■ What you need to do
Your answer is a number only: how many lines in the data below contain "nodes"?

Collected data

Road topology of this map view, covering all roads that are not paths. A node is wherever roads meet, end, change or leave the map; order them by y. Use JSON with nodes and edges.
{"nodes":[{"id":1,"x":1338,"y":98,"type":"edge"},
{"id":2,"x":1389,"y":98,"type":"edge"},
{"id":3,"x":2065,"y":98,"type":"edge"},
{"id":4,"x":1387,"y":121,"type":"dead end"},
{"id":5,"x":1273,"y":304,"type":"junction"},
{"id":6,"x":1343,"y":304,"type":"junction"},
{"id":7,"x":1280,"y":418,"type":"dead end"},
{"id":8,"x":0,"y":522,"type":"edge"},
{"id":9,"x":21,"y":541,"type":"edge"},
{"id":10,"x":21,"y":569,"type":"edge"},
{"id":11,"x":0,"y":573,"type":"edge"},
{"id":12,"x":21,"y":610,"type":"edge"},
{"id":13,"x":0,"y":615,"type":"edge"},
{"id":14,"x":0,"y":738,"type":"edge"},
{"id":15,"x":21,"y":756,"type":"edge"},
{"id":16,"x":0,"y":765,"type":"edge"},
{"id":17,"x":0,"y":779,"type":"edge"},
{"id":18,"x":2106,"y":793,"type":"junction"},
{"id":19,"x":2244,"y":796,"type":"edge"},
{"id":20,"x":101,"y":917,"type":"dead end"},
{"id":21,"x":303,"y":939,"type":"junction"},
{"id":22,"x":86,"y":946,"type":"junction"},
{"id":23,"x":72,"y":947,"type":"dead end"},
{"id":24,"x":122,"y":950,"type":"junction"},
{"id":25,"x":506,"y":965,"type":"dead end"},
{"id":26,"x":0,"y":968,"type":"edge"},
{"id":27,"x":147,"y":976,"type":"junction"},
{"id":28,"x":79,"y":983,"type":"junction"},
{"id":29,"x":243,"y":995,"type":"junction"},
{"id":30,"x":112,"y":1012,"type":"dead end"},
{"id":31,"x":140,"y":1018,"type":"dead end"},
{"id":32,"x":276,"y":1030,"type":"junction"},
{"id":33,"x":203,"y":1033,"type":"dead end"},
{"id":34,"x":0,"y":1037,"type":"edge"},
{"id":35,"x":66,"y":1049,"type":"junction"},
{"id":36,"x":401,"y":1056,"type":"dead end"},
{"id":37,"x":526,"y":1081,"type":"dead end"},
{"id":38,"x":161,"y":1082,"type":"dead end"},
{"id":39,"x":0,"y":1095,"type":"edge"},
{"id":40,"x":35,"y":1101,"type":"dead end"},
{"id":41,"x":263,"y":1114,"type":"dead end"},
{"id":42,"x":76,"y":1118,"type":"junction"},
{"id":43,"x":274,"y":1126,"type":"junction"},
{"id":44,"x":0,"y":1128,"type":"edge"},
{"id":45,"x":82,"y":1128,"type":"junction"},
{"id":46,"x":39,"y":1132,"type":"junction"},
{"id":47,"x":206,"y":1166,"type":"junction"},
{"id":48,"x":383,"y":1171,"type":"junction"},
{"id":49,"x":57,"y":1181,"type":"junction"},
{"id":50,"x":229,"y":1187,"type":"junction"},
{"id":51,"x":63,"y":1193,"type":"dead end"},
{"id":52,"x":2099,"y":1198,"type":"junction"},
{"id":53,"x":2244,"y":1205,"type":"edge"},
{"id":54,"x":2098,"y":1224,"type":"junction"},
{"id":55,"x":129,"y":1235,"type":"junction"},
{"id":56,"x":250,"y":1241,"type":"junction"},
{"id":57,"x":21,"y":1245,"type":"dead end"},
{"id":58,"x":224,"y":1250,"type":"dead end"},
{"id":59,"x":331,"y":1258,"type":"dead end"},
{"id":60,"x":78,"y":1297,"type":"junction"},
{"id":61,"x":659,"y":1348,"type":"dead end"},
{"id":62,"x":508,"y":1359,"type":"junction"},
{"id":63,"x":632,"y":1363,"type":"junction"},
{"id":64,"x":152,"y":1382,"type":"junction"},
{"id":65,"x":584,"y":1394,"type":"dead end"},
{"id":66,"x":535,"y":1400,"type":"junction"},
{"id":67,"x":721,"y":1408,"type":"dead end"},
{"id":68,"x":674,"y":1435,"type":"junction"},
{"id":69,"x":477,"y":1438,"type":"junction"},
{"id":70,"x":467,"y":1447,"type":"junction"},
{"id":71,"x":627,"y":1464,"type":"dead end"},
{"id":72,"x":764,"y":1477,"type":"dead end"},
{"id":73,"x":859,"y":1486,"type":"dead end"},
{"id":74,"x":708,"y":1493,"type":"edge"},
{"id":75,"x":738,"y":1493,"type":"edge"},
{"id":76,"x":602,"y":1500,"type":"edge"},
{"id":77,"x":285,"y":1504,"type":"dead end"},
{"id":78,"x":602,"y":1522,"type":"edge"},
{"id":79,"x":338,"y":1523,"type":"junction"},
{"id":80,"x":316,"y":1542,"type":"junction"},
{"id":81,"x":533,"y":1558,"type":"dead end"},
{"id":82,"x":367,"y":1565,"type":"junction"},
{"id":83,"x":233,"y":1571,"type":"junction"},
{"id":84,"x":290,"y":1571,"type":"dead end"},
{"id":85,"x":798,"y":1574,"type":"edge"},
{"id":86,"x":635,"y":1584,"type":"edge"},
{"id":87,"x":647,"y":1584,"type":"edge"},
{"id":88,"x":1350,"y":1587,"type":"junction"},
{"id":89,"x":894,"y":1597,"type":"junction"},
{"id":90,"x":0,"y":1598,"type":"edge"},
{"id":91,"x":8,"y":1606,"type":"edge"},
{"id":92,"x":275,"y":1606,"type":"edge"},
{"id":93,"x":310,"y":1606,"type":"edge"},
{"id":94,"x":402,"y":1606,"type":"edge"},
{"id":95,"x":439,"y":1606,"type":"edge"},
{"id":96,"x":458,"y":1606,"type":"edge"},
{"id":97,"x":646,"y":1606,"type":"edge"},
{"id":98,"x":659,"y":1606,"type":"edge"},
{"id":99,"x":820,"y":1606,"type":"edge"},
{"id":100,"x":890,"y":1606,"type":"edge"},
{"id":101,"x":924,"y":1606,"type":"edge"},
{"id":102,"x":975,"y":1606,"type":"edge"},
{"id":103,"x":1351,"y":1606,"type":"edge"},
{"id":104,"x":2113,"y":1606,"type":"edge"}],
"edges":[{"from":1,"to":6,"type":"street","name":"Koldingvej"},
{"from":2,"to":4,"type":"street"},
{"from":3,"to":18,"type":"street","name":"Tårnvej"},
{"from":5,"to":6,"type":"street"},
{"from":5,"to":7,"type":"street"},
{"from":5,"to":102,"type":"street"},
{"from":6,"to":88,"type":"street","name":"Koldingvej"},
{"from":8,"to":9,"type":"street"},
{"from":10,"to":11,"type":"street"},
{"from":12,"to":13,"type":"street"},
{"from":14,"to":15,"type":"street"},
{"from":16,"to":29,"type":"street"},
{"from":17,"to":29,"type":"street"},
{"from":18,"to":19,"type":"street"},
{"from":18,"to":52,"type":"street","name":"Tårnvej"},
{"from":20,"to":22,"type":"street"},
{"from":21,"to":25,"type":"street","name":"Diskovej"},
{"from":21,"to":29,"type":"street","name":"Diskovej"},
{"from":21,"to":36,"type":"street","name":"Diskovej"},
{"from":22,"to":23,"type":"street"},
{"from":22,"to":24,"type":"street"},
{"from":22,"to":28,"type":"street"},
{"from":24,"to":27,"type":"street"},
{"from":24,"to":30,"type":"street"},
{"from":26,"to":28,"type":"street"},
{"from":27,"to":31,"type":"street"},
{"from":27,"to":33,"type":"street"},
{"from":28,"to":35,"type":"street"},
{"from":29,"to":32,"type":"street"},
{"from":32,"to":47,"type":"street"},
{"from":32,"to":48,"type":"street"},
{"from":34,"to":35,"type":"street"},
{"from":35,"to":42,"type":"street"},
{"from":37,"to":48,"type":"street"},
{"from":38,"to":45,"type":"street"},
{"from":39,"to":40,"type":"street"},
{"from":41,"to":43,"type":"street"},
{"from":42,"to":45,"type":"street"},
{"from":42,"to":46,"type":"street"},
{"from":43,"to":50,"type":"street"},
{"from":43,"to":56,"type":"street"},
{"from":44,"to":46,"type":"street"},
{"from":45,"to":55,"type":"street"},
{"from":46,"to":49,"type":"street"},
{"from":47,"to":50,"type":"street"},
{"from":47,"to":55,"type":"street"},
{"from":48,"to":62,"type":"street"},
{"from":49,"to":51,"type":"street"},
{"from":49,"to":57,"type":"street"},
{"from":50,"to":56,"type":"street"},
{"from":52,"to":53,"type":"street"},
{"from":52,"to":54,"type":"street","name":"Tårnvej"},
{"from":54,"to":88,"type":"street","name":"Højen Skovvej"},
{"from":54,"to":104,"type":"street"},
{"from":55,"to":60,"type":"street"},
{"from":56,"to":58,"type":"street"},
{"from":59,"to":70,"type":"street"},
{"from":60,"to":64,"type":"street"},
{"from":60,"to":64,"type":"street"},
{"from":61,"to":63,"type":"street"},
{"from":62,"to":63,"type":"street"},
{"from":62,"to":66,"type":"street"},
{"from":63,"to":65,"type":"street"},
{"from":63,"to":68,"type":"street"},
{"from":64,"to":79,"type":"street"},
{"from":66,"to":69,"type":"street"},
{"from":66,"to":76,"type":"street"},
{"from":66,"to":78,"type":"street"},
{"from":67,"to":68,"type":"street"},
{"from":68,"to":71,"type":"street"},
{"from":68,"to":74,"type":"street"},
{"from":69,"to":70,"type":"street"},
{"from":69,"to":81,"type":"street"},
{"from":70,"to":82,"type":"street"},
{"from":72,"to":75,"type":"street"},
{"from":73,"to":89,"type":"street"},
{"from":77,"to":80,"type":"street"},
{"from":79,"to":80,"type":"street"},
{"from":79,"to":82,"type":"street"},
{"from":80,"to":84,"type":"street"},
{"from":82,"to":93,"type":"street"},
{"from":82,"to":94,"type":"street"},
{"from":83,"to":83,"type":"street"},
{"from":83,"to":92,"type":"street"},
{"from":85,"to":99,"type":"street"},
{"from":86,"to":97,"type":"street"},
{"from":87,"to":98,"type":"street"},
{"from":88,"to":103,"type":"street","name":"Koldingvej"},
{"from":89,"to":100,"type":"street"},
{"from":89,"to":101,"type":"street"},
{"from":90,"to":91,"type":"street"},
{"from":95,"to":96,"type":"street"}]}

■ Written response
2